Emergency departments rely on fair reimbursement from insurers to keep the doors open 24/7.
However, insurers continue to embrace tactics that threaten emergency physicians’ livelihood and put access to lifesaving care at risk.
“Downcoding” is when an insurer decides that the level of care billed does not match the level of service provided, so the physicians’ reimbursement decreases, often without sufficient justification.
There are also troubling instances of insurers denying physician claims outright.
- As a recent example, ACEP and its California chapter have alerted California members of Congress about rampant misbehavior from Anthem Blue Cross California: the insurer is refusing to reimburse physicians for millions of dollars in care provided.

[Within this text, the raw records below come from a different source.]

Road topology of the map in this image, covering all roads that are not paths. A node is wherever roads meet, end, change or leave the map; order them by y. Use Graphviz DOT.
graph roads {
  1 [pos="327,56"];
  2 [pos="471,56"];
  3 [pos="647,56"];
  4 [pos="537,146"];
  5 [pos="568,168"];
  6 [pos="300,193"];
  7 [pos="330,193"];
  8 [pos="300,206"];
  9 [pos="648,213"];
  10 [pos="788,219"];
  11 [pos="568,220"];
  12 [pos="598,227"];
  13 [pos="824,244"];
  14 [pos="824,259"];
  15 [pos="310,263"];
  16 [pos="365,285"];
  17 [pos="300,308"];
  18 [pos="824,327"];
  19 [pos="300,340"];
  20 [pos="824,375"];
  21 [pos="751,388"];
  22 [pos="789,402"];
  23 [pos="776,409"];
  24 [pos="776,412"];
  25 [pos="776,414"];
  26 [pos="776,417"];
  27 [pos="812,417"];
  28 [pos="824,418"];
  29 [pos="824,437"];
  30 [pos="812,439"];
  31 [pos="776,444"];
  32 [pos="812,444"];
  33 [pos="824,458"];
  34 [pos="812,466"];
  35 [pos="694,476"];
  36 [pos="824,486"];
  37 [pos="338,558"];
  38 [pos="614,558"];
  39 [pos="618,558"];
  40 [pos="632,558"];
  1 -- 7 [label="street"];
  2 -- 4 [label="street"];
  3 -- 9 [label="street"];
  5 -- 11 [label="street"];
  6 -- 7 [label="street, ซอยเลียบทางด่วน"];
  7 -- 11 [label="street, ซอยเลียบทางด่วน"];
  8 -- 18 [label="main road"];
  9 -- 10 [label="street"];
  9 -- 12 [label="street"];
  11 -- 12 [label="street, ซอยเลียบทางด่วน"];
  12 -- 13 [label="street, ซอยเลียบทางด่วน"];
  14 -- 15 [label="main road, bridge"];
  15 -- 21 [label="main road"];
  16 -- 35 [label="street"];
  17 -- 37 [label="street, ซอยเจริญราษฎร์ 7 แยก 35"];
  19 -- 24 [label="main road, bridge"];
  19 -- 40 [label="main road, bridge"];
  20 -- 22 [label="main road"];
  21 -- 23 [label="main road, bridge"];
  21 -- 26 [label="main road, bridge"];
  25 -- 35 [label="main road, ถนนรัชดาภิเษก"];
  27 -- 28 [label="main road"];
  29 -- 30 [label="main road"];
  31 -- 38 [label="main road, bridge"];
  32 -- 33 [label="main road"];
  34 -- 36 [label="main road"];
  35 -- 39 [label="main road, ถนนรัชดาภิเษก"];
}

- Anthem appears to be targeting small physician practices that do not have the resources to fight back.
- It is common for health plans to review physician claims and determine whether they believe the claim should be adjusted. But it is unprecedented for a payer to stop payment to a physician group entirely because of a purported disagreement by the insurer over the code billed.
In some states, insurers use the No Surprises Act to game the system.
- In North Carolina, as soon as the Biden Administration announced its plans to implement the new surprise billing law, emergency physicians received a chilling letter from Blue Cross Blue Shield of North Carolina, threatening to end their agreement to be in-network unless the physicians accept a 20% cut in reimbursement for necessary medical care.
- Similarly, UnitedHealthcare attempted to bully physicians to accept a 40% cut or lose their contract.
- ACEP alerted legislatorsabout these strongarm tactics because insurance companies will continue unless they are stopped.
There are protections in state and federal law because insurers have a known history of this type of misbehavior.
- While physicians are required to provide care, insurance companies regularly violate the rules that require them to pay for it.
Without immediate action to strengthen the enforcement of existing laws meant to hold insurance companies accountable, we will see additional strain on emergency physicians that will hinder care delivery and could restrict patients’ options for care when they need it most.
[For California members:]
- Emergency physicians urge the California congressional delegation to request Anthem end its policy of rejecting Level 5 claims that have been correctly coded and billed by emergency physicians.
- Without immediate action, the continued non-payment of claims could result in emergency physician groups going out of business, destabilizing the health care safety net, and severely limiting access to the lifesaving emergency care that Californians need and deserve.